# Task description
The string "lists" appears in some lines of the entries that follow; copy each such line.

# Material for the task
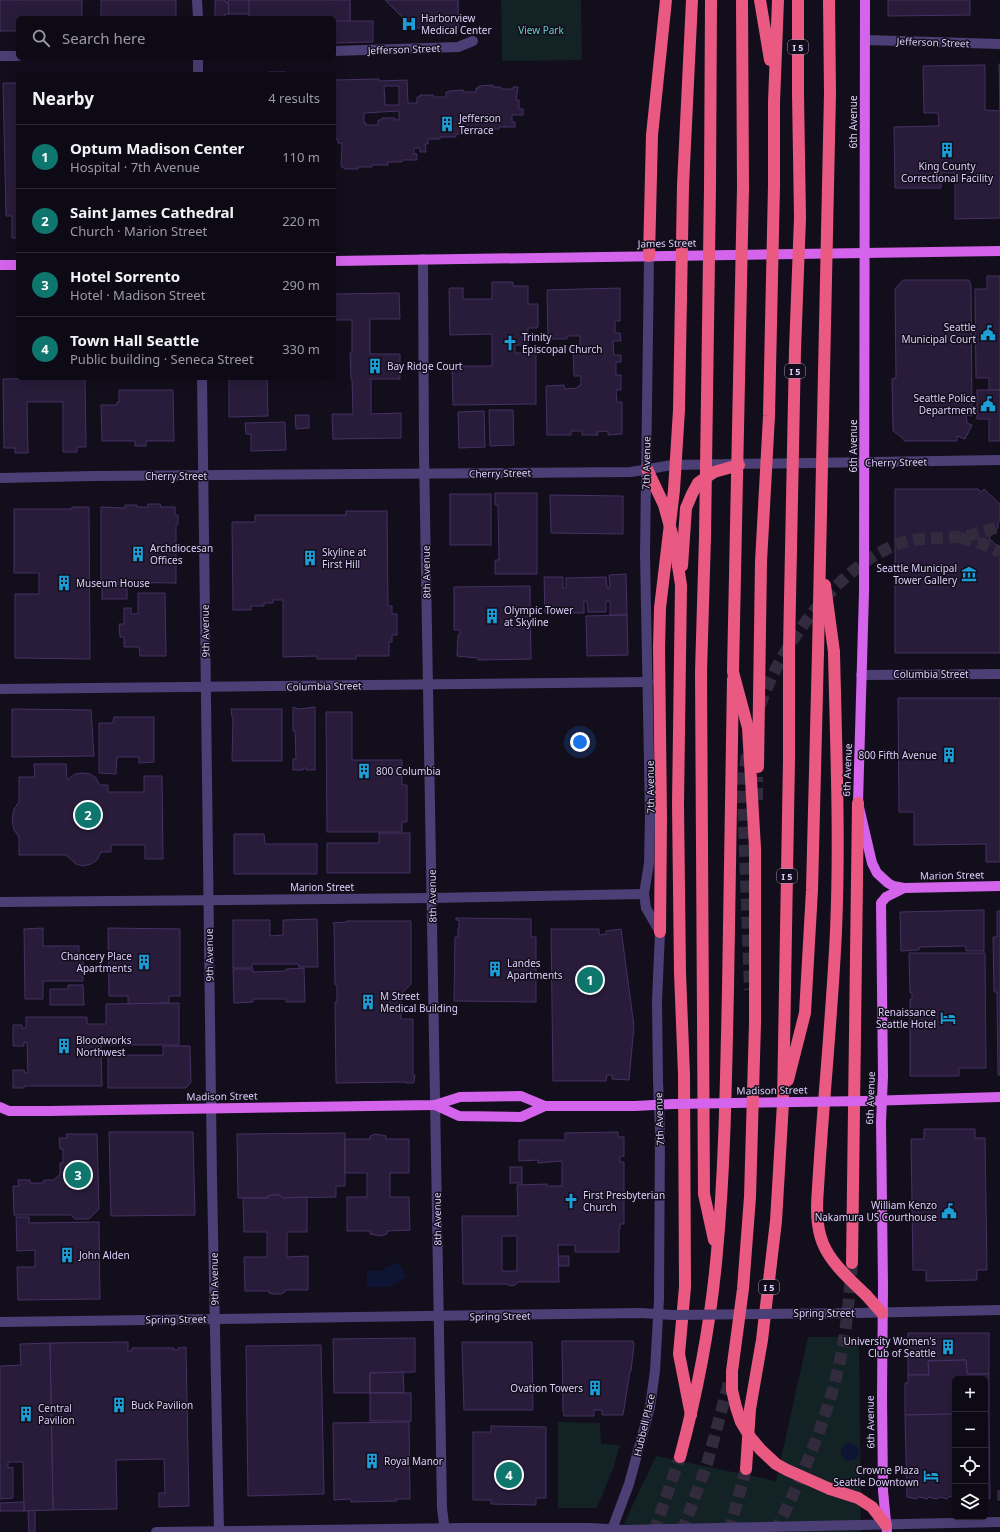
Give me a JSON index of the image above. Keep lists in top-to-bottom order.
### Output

...

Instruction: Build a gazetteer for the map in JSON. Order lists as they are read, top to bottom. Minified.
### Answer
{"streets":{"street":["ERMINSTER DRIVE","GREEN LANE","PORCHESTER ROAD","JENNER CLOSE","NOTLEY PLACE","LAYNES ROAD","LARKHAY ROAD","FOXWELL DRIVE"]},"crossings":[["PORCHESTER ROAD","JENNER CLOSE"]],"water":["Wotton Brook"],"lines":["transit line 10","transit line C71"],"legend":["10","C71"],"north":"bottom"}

# Result
Give me a JSON index of the image above. Keep lists in top-to-bottom order.
Instruction: Build a gazetteer for the map in JSON. Order lists as they are read, top to bottom. Minified.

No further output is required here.